President Obama has undone another controversial initiative by his predecessor, George Bush, but, as in the case of other such repeals, not as fully or totally as his supporters had hoped.
This one concerns signing statements, which until the Bush administration was an obscure practice whereby a president appends instructions on how to carry out a bill’s provisions — or dissents from those he believes unconstitutional — when he signs the measure into law.
Bush invoked this practice with greater frequency and greater scope than any preceding president. The New York Times cites Miami University political scientist Christopher Kelley as finding that, by the time Bush left office, he had challenged about 1,200 provisions of bills — twice the number of all previous presidents combined.
While previous signing statements were often highly technical, Bush used them to further his assertion that the president’s wartime powers allowed him to ignore laws that Congress had passed and that he, moreover, had signed.
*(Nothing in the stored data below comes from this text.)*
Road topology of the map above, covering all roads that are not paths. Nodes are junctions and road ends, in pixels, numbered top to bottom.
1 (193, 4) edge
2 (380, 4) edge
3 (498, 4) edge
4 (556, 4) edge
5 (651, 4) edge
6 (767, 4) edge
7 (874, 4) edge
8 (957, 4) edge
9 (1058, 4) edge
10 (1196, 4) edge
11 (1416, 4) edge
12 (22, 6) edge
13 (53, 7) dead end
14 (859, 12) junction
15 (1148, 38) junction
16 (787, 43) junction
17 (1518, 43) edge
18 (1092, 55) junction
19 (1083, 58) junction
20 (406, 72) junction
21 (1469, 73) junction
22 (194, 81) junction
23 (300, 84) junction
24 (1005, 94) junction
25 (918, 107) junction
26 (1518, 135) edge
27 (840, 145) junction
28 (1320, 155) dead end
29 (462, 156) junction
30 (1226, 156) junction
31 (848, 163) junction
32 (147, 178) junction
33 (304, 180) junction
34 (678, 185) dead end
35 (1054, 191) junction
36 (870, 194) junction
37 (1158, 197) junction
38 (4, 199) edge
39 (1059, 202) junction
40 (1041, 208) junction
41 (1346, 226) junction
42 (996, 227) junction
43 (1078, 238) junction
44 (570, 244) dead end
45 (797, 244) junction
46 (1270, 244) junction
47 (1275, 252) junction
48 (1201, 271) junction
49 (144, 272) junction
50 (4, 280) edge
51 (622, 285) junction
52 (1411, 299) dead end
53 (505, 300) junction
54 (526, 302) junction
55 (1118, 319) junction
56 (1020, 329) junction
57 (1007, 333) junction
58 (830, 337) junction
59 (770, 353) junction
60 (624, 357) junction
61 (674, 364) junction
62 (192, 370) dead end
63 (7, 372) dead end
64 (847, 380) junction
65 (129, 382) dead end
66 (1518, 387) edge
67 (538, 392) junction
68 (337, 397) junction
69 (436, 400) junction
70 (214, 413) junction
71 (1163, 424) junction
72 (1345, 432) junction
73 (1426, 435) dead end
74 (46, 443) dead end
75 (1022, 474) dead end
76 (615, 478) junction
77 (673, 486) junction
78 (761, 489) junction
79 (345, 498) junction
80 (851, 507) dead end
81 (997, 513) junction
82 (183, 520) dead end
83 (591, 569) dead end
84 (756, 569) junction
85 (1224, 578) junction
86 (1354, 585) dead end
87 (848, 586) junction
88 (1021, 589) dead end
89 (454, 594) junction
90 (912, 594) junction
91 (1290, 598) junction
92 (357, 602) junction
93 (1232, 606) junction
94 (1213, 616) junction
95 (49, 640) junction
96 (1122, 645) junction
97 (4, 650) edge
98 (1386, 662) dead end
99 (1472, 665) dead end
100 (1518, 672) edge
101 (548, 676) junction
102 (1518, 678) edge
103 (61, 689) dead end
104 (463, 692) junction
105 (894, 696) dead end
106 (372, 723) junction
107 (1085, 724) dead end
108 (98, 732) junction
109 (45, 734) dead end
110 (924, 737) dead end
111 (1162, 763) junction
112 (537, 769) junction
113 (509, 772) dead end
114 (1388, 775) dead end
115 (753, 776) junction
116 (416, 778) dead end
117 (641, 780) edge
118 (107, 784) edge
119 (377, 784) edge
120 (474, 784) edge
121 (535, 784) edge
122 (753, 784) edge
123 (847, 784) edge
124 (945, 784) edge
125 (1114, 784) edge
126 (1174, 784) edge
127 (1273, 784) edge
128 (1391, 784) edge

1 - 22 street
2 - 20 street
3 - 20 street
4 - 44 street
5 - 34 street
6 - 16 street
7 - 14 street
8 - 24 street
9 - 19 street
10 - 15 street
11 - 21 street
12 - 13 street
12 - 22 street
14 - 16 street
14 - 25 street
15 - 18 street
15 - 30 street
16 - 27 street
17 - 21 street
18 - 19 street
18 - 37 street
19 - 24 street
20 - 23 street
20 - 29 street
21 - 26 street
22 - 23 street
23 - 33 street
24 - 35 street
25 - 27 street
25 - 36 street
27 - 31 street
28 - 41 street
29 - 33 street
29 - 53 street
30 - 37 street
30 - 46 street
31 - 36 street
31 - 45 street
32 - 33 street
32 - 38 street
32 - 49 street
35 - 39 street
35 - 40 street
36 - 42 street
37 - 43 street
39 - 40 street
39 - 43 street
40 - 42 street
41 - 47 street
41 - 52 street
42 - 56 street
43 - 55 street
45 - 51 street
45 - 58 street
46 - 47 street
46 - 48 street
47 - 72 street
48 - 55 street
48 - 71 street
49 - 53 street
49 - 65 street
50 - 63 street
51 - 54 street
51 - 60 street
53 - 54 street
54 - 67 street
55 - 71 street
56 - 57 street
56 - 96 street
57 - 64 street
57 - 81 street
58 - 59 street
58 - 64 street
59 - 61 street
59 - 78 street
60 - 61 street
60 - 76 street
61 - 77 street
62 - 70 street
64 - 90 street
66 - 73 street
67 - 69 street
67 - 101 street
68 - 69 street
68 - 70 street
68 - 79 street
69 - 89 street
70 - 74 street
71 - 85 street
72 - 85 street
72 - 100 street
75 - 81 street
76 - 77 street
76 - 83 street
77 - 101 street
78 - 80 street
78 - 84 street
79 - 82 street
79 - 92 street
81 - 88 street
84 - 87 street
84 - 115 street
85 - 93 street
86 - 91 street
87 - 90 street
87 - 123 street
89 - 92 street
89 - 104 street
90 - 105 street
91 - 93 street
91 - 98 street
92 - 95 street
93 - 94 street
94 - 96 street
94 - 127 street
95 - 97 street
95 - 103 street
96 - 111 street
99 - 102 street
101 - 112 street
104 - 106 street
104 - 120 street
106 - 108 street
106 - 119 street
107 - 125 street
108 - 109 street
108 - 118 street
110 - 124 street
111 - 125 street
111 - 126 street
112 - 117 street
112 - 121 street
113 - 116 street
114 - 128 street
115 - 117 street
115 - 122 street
He in particular disregarded congressional intentions on torture, surveillance and periodic reporting on the conduct of the USA Patriot Act.
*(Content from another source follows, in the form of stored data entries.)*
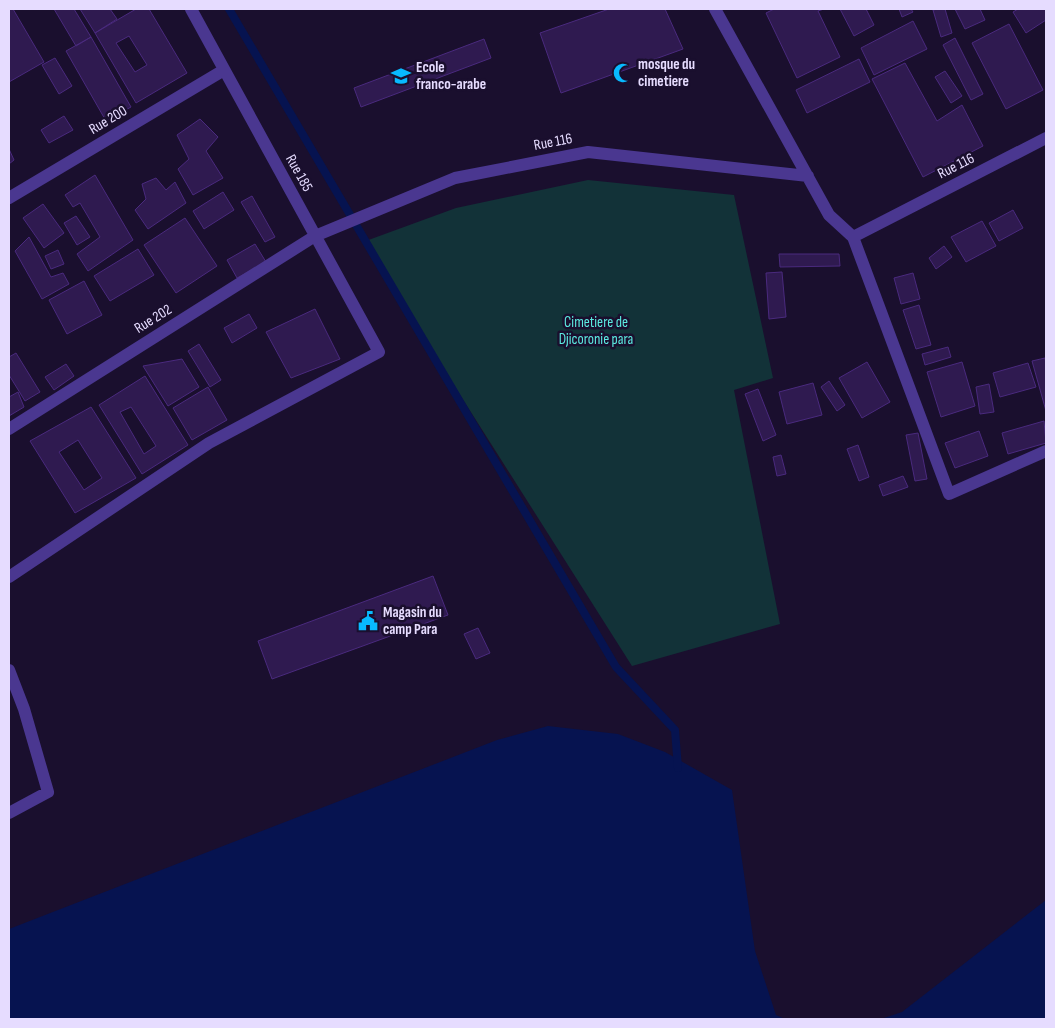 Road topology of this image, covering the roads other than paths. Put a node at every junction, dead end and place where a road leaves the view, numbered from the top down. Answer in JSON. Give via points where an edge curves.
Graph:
{"nodes":[{"id":1,"x":191,"y":9,"type":"edge"},
{"id":2,"x":715,"y":9,"type":"edge"},
{"id":3,"x":224,"y":70,"type":"junction"},
{"id":4,"x":1046,"y":138,"type":"edge"},
{"id":5,"x":808,"y":176,"type":"junction"},
{"id":6,"x":9,"y":198,"type":"edge"},
{"id":7,"x":315,"y":236,"type":"junction"},
{"id":8,"x":854,"y":237,"type":"junction"},
{"id":9,"x":9,"y":429,"type":"edge"},
{"id":10,"x":1046,"y":451,"type":"edge"},
{"id":11,"x":9,"y":577,"type":"edge"},
{"id":12,"x":9,"y":670,"type":"edge"},
{"id":13,"x":9,"y":813,"type":"edge"}],
"edges":[{"from":1,"to":3,"type":"street","name":"Rue 185"},
{"from":2,"to":5,"type":"street"},
{"from":3,"to":6,"type":"street","name":"Rue 200"},
{"from":3,"to":7,"type":"street","name":"Rue 185"},
{"from":4,"to":8,"type":"street","name":"Rue 116"},
{"from":5,"to":7,"type":"street","name":"Rue 116","via":[[588,152],[454,178]]},
{"from":5,"to":8,"type":"street","via":[[829,215]]},
{"from":7,"to":9,"type":"street","name":"Rue 202"},
{"from":7,"to":11,"type":"street","name":"Rue 185","via":[[379,352],[209,443]]},
{"from":8,"to":10,"type":"street","via":[[949,494]]},
{"from":12,"to":13,"type":"street","via":[[48,792]]}]} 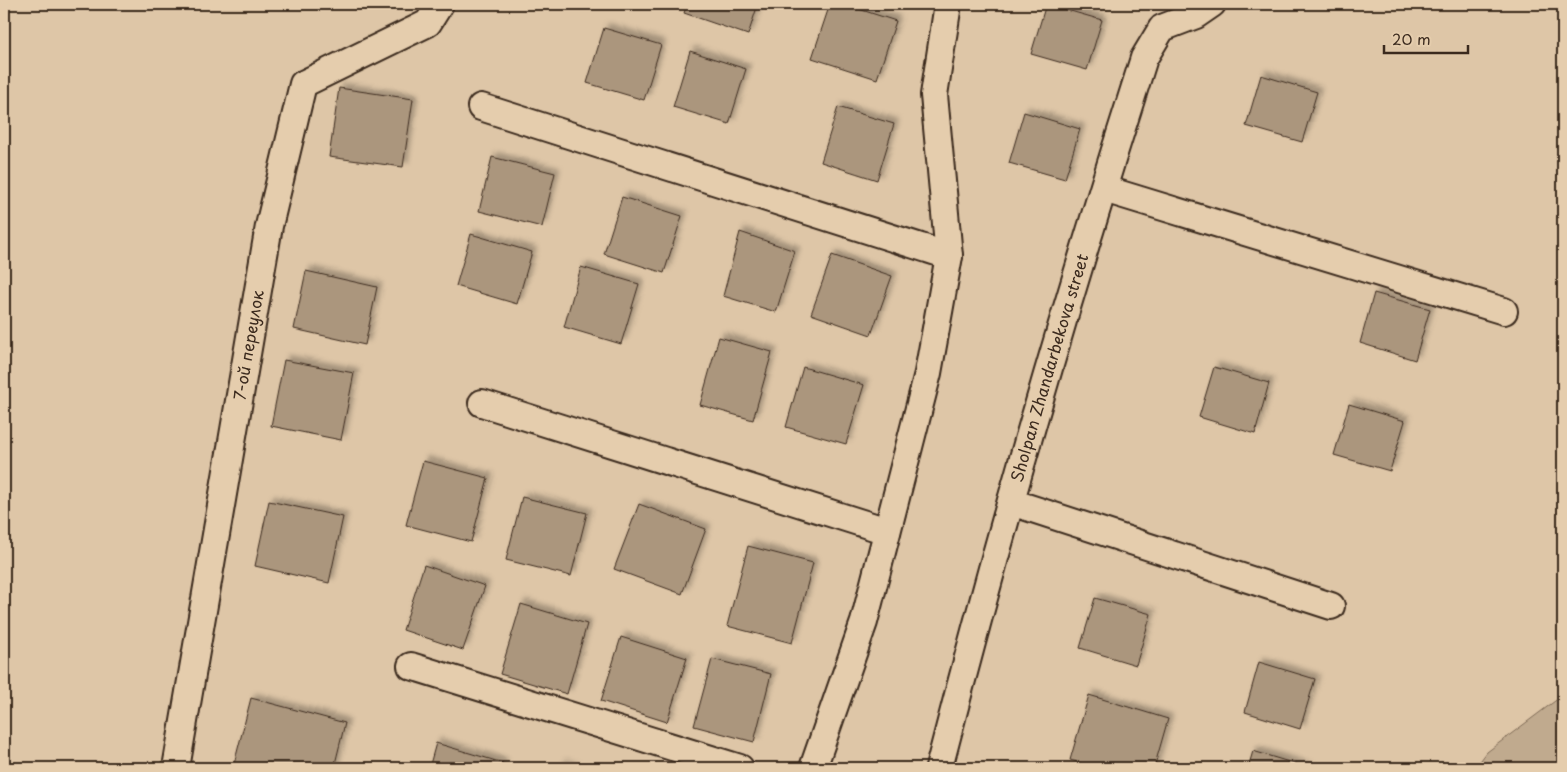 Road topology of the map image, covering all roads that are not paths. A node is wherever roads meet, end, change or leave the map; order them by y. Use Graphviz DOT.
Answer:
graph roads {
  1 [pos="440,4"];
  2 [pos="948,4"];
  3 [pos="1212,4"];
  4 [pos="481,107"];
  5 [pos="1104,189"];
  6 [pos="949,256"];
  7 [pos="1504,311"];
  8 [pos="482,402"];
  9 [pos="1011,502"];
  10 [pos="887,531"];
  11 [pos="1331,606"];
  12 [pos="411,666"];
  13 [pos="176,768"];
  14 [pos="740,768"];
  15 [pos="813,768"];
  16 [pos="939,768"];
  1 -- 13 [label="street, 7-ой переулок"];
  2 -- 6 [label="street"];
  3 -- 5 [label="street, Sholpan Zhandarbekova street"];
  4 -- 6 [label="street"];
  5 -- 7 [label="street"];
  5 -- 9 [label="street, Sholpan Zhandarbekova street"];
  6 -- 10 [label="street"];
  8 -- 10 [label="street"];
  9 -- 11 [label="street"];
  9 -- 16 [label="street, Sholpan Zhandarbekova street"];
  10 -- 15 [label="street"];
  12 -- 14 [label="street"];
}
Bush’s use of signing statements raised serious issues of separation of powers and reflected an expansive view of the "unitary executive" that seemed to have existed only in Bush’s circle of advisers.
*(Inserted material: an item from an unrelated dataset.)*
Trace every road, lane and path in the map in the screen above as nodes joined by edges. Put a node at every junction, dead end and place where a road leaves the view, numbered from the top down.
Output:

During the presidential campaign, Sen. John McCain said he would never issue a signing statement and would instead veto the entire bill and sent it back to Congress to remove the objectionable provisions. Obama was more restrained in his stand.
In a memorandum to government agencies, Obama instructed executive branch officials to clear it with U.S. Attorney General Eric Holder before abiding by any of the Bush signing statements.
Obama said that renouncing signing statements was impractical when Congress passes massive omnibus bills that a president would have to veto in their entirety because of a concern about a single provision. He promised to use signing statements only "to address constitutional concerns" and that he would do so with "conscience and restraint."
While this makes practical sense, it is hardly the clean break with the past that his supporters had expected.